We are getting stuck compulsively seeking answers to a problem we haven't really ever given our full attention. We keep trialling 'solutions' and adopting 'answers' to a problem we haven't been culturally directed to examine and haven't developed the tools to engage with.
So, what can we start to do to get ourselves un-stuck?
Pay Attention
Pay attention.
Pay attention.
Pay attention.
Thrice great.
The Jason Bourne Technique
Practice doing what Jason Bourne does when he enters a new room or a new space - no, I don't mean lunge into combat before jumping out of the nearest window - I mean scan and take in the scene in which you find yourself in a subtle manner. Allow your eyes to pass over the space and pay attention to its elements. If you have seen the Bourne movies, you would have picked up that within seconds of entering a new space, Jason Bourne has taken stock of entrances, exits, number and types of people, hazards, vehicles, and committed them all to working memory. How? Practice. Practice and paranoia. But let's focus on the practice bit.

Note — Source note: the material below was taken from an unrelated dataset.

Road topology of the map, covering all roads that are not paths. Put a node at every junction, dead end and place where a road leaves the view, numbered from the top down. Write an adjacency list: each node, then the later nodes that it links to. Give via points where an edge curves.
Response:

Ultimately this skill is an extension of a natural survival instinct rooted in thousands of years of experience - an instinct atrophied in our time due to an apparent lack of necessity. In a wild environment, lumbering inattentively from one area to another will 9 times out of 10, result in you running into mischief. It has been evolutionarily advantageous for us to maintain an awareness of the surrounding environment - to detect threats and opportunities. In a modern 'civilised' environment, we are insulated from the dynamic system that naturally calls us to attention. Today, many people find themselves 'zoning out' as a kind of survival response to the endless meaningless stimulus around them in a busy city environment. There is a great cost to engaging in this kind inattentiveness through time, but it can be simple to curb the inertia of this habit.
Consider that you have a responsibility to yourself to cultivate and retain a certain degree of 'spatial awareness' as you navigate your day. Similar to the responsibility you feel you have to keep yourself clean, find and consume food, drink water, and engage with others in a respectful manner - you can also consider moment to moment spatial awareness as an important requirement for wellbeing.

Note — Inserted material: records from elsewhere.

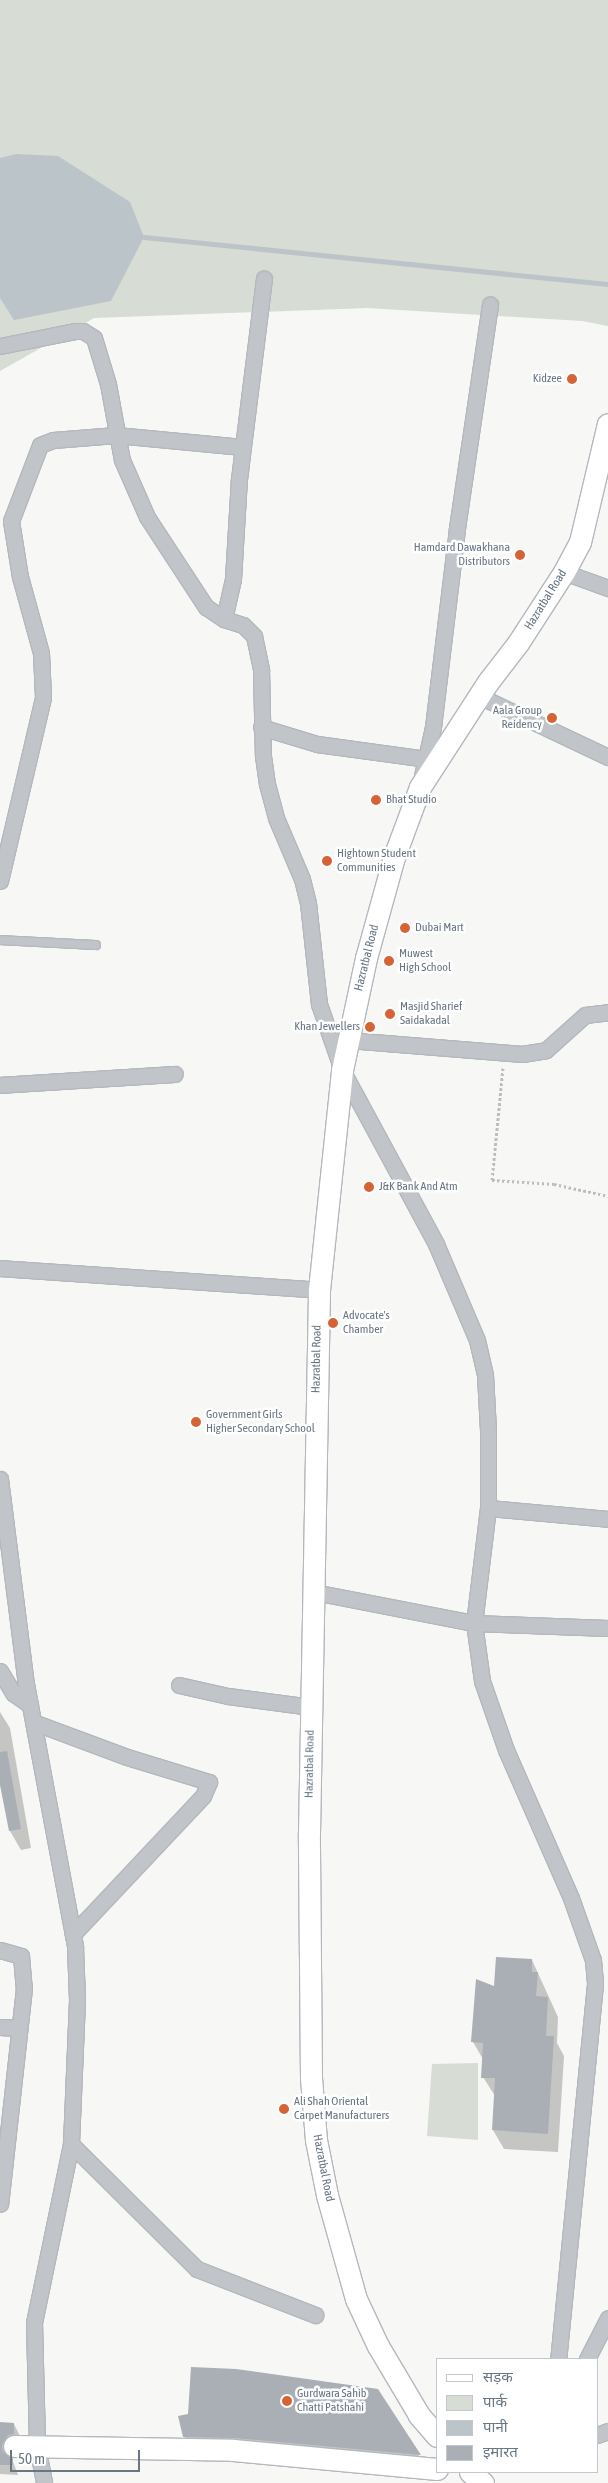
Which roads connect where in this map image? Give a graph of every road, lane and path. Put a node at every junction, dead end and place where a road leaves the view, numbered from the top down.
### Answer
1 (264, 279) dead end
2 (490, 304) dead end
3 (0, 346) edge
4 (606, 431) edge
5 (116, 435) junction
6 (242, 447) junction
7 (7, 508) edge
8 (564, 572) junction
9 (608, 588) edge
10 (224, 619) junction
11 (479, 696) junction
12 (261, 727) junction
13 (608, 757) edge
14 (426, 759) junction
15 (420, 787) junction
16 (0, 881) edge
17 (0, 940) edge
18 (96, 945) dead end
19 (608, 1012) edge
20 (348, 1040) junction
21 (504, 1053) junction
22 (342, 1070) junction
23 (175, 1074) dead end
24 (0, 1085) edge
25 (608, 1196) edge
26 (0, 1268) edge
27 (319, 1290) junction
28 (0, 1479) edge
29 (488, 1508) junction
30 (608, 1519) edge
31 (314, 1592) junction
32 (474, 1623) junction
33 (608, 1628) edge
34 (0, 1670) edge
35 (180, 1685) dead end
36 (30, 1705) junction
37 (311, 1706) junction
38 (33, 1722) junction
39 (73, 1934) junction
40 (0, 1950) edge
41 (0, 2027) edge
42 (19, 2028) junction
43 (71, 2144) junction
44 (0, 2204) edge
45 (315, 2315) dead end
46 (608, 2318) edge
47 (558, 2358) edge
48 (588, 2358) edge
49 (436, 2435) edge
50 (14, 2446) dead end
51 (37, 2446) junction
52 (436, 2469) edge
53 (471, 2473) edge
54 (44, 2483) edge
55 (483, 2483) edge

1 - 6 street
2 - 14 street
3 - 5 street
4 - 8 main road, Hazratbal Road
5 - 6 street
5 - 7 street
5 - 10 street
6 - 10 street
7 - 16 street
8 - 9 street
8 - 11 main road, Hazratbal Road
10 - 12 street
11 - 13 street
11 - 15 main road, Hazratbal Road
12 - 14 street
12 - 22 street
14 - 15 street
15 - 20 main road, Hazratbal Road
17 - 18 lane
19 - 21 street
20 - 21 street
20 - 22 main road, Hazratbal Road
21 - 25 path
22 - 27 main road, Hazratbal Road
22 - 29 street
23 - 24 street
26 - 27 street
27 - 31 main road, Hazratbal Road
28 - 36 street
29 - 30 street
29 - 32 street
31 - 32 street
31 - 37 main road, Hazratbal Road
32 - 33 street
32 - 47 street
34 - 36 street
35 - 37 street
36 - 38 street
37 - 49 main road, Hazratbal Road
38 - 39 street
38 - 39 street
39 - 43 street
40 - 42 street
41 - 42 street
42 - 44 street
43 - 45 street
43 - 51 street
46 - 48 street
50 - 51 main road
51 - 52 main road
51 - 54 street
53 - 55 main road

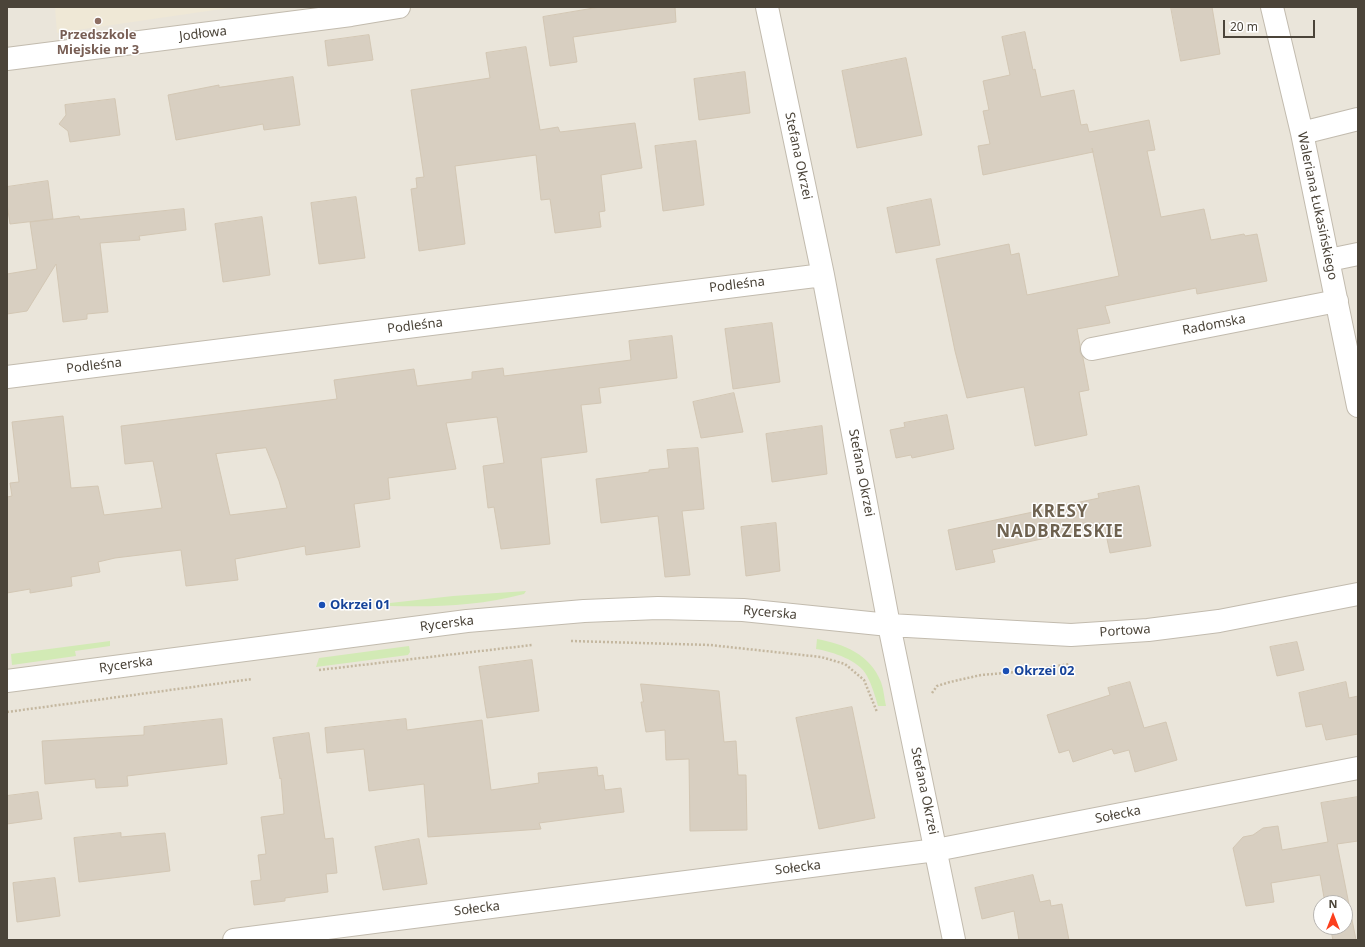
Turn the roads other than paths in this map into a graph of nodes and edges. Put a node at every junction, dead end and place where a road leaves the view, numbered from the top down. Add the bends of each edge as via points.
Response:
1 (399, 7) edge
2 (767, 7) edge
3 (1272, 7) edge
4 (7, 59) edge
5 (1358, 119) edge
6 (1302, 133) junction
7 (1358, 254) edge
8 (1329, 260) junction
9 (823, 274) junction
10 (1337, 301) junction
11 (1092, 349) dead end
12 (7, 377) edge
13 (1358, 406) edge
14 (1358, 594) edge
15 (889, 625) junction
16 (7, 681) edge
17 (1358, 768) edge
18 (936, 850) junction
19 (234, 940) edge
20 (954, 940) edge

1 - 4 street, Jodłowa
2 - 9 street, Stefana Okrzei
3 - 6 street, Waleriana Łukasińskiego
5 - 6 street
6 - 8 street, Waleriana Łukasińskiego
7 - 8 street
8 - 10 street, Waleriana Łukasińskiego
9 - 12 street, Podleśna
9 - 15 street, Stefana Okrzei
10 - 11 street, Radomska
10 - 13 street, Waleriana Łukasińskiego
14 - 15 street, Portowa via 1219,621 1148,630 1071,635
15 - 16 street, Rycerska via 743,610 658,608 584,611 459,622
15 - 18 street, Stefana Okrzei
17 - 18 street, Sołecka
18 - 19 street, Sołecka
18 - 20 street, Stefana Okrzei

To put this into practice, casually perform the 'Jason Bourne' assessment as you enter scenes in your life that are so familiar that you have come to tune them out. This might be your own bedroom, or it might be the train, your local dog park. Start with the scenes you interact with so commonly that you no longer really LOOK at them anymore. When you enter or engage with them, breathe and take in your surroundings, casting your eyes over everything as if you are witnessing this space for the first time. Practice doing this calmly as you enter. Of course you do not need to stand in the entrance of every room in your house stunned and amazed... but do endeavour to feel that each space is alive and worthy of your attention.
Cultivate Openness
If what appears to us as external is no longer thought of as entirely other, then to remain open to the world is to remain open to ourselves.
When you identify as distinctly singular and separate and put up walls to the world and to new experience, the waters of your 'little mind' are not renewed by the greater waters of experience. Water that does not flow tends to become stagnant and putrid. If your mental constructs cut your attention, engagement, emotions, and interests off from the river of experience, then your mental waters will only ever be renewed through great storms - periods and events of great turmoil and upheaval. Far more desirable, is the cultivation of a healthy relationship to fluidity in principle, allowing one's vessel to flow with and draw upon the natural currents of life.

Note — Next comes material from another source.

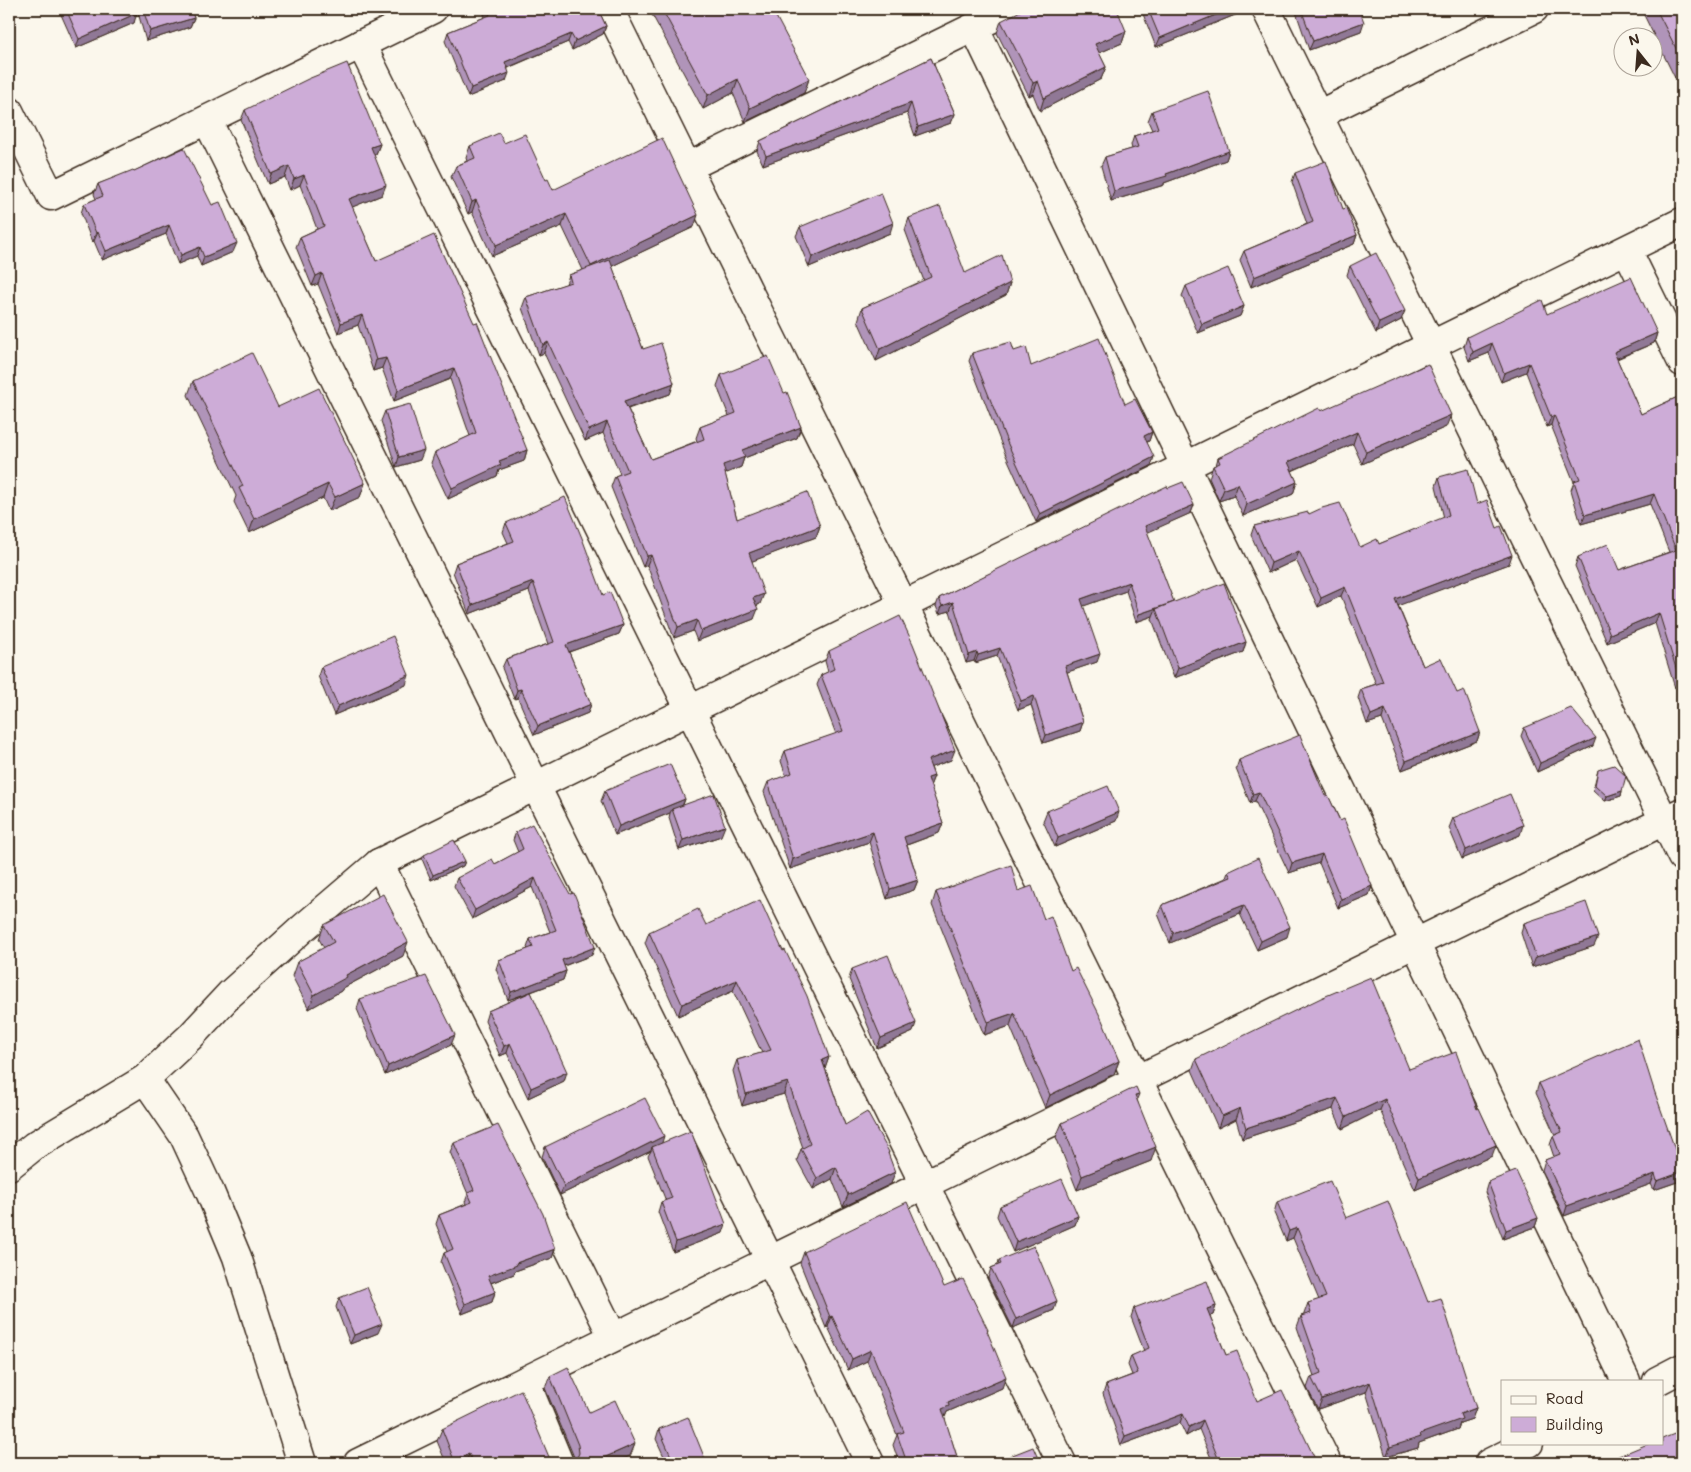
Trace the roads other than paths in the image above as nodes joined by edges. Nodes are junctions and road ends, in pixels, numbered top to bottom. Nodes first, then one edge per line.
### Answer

But openness does not need to be sought as an end in itself...
Catch, Relax, Balance
Recall from earlier in this entry - one subsconscious fundamental assumption that causes confusion is the conviction that order is achieved through the imposition of distinct categories upon the world. This assumption underpins the sense that with certainty comes order and stability.
To relax the grip of this assumption, practice 'catching yourself' in moments when you become extremely certain. If your certainty revolves around a clear claim that you can write out in plain English, such as:
"I must be feeling sad because of XYZ"
...take a moment to relax, think of at least one to two alternative statements or explanations that could serve as equally suitable. The closer they are to conceivably possible, the better. They can oppose or undermine your original statement, or they can provide alternative or complementary explanations. The purpose of this task is not to convince yourself that your initial conclusions are wrong and to seek 'better alternatives' to then become certain about. Its purpose is to develop your ability to even notice yourself entering into a state of certainty, and to naturally highlight the intellectual constriction taking place when you are possessed by certainty. If you practice this diligently and regularly - catch, relax, balance - you might come to identify a deeper sense of balance when you are able to accomodate at least two, potentially contradictory, statements about anything, compared to how you feel when you are hooked on just one. Certainty eventually becomes less comforting.
There's a reason Frodo threw the one ring back into the fire whence it came!
Humour my nerdy side here for a moment ~ let us reflect upon some symbology in The Lord of the Rings...
A ring of power, in the context of our practice here, might symbolise a 'complete self-contained explanation', and with a ring of power, come... power. But alas, we were all deceived! Though complete and singular explanations are deeply attractive and afford wielders apparent power, they all are linked and underpinned by the one master ring, the principle of a complete and final explanation. This one ring is the creation of the deceiver, and is born of cruelty, malice, and the will to dominate all life. One ring to rule them all.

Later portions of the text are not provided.